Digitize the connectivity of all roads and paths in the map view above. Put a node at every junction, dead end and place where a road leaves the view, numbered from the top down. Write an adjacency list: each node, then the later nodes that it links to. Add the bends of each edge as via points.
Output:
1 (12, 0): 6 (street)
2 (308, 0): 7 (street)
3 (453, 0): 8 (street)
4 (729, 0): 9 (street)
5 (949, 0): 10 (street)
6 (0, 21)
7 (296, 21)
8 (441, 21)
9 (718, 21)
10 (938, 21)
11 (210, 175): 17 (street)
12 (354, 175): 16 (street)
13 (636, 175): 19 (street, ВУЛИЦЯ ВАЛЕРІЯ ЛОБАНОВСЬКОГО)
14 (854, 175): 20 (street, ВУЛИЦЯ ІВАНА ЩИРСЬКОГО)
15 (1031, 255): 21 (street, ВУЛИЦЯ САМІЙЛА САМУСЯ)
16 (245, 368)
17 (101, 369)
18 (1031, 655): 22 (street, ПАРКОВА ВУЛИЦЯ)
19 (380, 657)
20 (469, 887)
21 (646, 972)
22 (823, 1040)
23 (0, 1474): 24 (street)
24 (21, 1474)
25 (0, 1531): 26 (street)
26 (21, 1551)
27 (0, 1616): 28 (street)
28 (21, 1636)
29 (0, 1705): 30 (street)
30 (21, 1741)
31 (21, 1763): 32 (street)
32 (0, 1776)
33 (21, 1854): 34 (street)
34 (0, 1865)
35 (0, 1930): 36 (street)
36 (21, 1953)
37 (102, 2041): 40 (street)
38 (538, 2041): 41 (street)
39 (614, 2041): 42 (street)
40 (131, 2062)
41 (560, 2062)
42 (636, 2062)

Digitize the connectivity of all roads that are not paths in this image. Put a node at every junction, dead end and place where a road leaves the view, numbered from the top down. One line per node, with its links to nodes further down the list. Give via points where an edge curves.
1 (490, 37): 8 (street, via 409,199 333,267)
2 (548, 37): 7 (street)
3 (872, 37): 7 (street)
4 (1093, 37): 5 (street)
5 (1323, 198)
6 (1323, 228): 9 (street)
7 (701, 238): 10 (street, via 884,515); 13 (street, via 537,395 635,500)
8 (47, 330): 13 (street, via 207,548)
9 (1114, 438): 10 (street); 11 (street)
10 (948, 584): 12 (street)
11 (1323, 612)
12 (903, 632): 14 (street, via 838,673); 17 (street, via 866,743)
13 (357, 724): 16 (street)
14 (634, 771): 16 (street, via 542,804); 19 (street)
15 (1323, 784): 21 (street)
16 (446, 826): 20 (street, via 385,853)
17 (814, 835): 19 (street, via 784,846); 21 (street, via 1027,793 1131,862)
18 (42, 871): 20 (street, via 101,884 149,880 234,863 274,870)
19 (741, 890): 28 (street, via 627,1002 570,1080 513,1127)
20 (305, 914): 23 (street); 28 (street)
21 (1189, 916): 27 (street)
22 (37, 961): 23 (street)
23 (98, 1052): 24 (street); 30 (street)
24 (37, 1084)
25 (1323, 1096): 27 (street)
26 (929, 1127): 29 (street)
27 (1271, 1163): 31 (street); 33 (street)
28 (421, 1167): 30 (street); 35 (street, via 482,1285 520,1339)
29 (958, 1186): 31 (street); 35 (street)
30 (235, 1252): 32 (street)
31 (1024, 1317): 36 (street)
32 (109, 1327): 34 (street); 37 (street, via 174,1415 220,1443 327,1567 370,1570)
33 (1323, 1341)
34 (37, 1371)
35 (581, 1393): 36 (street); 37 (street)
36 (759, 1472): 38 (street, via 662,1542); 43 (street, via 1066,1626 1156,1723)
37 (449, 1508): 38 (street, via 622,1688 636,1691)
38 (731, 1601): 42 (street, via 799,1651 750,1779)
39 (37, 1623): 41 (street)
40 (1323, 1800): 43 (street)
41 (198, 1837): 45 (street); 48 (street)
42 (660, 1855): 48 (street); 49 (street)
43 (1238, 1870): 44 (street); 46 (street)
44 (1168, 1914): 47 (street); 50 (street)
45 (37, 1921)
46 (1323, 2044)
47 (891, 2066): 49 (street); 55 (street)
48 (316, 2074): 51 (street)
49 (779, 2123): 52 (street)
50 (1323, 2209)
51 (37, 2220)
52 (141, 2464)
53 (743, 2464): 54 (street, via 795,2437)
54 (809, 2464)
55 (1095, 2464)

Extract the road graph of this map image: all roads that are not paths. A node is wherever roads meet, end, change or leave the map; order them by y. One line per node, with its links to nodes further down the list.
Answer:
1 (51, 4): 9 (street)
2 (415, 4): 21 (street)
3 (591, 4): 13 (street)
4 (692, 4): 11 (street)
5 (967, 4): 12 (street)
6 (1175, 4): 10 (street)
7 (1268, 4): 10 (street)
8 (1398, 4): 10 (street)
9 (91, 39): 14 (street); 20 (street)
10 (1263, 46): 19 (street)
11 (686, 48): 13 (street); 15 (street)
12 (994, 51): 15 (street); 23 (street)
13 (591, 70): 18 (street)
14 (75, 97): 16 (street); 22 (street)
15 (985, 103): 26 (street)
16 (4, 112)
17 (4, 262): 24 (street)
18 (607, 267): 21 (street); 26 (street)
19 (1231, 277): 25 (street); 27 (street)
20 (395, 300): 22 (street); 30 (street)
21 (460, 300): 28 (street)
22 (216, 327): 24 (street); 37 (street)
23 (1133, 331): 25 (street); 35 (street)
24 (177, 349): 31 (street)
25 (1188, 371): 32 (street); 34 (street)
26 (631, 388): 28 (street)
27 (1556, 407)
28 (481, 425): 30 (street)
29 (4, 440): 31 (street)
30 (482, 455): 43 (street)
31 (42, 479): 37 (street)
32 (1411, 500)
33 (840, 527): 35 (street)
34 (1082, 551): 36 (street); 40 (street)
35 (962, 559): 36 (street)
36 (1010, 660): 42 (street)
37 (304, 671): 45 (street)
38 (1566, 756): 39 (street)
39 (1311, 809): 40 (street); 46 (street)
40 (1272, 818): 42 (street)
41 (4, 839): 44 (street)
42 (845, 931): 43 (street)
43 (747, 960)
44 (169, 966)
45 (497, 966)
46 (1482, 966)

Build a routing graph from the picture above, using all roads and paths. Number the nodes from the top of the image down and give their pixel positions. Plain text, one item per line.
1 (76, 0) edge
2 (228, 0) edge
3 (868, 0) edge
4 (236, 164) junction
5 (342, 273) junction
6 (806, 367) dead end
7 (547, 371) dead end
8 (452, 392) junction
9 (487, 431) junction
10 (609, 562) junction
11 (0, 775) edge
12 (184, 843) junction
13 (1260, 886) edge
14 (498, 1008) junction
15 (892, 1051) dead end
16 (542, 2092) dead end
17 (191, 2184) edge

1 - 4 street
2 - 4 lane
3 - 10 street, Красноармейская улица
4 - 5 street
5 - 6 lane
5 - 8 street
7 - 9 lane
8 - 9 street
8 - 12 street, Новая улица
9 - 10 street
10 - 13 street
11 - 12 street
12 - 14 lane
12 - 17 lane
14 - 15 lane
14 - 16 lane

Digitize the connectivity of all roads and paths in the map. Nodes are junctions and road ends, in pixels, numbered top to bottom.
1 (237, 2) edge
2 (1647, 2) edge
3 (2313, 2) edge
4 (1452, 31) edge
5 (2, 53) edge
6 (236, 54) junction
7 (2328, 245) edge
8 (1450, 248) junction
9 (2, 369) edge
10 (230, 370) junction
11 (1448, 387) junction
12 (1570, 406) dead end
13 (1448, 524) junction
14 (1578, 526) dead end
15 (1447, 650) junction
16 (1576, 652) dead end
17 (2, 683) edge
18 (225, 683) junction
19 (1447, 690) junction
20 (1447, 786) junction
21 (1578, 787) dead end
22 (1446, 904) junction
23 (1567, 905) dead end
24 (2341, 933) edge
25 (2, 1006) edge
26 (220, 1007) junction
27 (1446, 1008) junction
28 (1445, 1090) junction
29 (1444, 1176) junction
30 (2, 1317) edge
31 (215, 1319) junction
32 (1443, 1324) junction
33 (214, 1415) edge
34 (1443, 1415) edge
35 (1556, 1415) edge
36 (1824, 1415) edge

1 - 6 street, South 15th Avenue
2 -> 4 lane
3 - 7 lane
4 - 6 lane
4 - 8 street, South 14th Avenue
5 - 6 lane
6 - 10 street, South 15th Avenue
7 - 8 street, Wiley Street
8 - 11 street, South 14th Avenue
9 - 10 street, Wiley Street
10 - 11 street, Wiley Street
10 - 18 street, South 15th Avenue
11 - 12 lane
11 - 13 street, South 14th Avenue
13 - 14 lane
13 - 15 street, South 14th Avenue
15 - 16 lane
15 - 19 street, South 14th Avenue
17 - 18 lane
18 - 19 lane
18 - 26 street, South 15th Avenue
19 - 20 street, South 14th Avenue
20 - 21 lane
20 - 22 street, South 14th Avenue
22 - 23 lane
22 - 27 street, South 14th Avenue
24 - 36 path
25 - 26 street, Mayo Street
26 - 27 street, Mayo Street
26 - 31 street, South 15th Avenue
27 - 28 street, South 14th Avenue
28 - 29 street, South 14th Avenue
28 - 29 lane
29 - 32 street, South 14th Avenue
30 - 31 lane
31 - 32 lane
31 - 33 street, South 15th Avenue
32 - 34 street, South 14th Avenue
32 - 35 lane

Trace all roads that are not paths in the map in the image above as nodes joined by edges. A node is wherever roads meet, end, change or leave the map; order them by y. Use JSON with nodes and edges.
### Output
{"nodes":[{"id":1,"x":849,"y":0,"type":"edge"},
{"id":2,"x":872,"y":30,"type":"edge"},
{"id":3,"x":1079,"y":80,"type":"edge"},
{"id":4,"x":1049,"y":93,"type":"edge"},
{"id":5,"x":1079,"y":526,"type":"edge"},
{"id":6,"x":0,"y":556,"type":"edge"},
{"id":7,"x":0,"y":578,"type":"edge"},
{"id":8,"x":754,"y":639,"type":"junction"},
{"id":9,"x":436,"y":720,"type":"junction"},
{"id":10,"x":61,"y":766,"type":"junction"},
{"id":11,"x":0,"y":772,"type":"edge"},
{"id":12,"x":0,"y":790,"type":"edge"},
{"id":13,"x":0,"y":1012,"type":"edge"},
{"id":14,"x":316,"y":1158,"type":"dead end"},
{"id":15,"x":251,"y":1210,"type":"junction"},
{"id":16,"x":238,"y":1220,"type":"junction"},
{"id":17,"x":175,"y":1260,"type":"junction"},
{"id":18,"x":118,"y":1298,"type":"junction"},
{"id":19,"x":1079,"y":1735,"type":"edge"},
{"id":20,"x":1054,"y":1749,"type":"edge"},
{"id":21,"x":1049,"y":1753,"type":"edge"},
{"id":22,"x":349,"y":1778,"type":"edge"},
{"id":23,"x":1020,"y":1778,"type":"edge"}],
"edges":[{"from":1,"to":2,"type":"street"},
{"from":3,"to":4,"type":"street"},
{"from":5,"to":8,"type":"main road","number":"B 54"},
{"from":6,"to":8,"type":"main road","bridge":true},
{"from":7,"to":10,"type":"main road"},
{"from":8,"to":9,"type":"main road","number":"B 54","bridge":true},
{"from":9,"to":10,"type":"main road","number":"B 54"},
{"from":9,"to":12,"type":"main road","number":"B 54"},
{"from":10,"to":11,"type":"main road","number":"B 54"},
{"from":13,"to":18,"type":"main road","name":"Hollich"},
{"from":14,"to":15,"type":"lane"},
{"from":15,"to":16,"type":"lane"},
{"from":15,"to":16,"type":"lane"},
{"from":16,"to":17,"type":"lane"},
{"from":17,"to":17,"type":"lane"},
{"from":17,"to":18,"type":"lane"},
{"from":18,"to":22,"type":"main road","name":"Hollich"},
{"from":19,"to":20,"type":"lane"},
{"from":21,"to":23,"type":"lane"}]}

### YOUR INSTRUCTIONS
The lines needed are those in the data above that hold the string "Wiley"; copy each of them.

### WRITTEN ANSWER
7 - 8 street, Wiley Street
9 - 10 street, Wiley Street
10 - 11 street, Wiley Street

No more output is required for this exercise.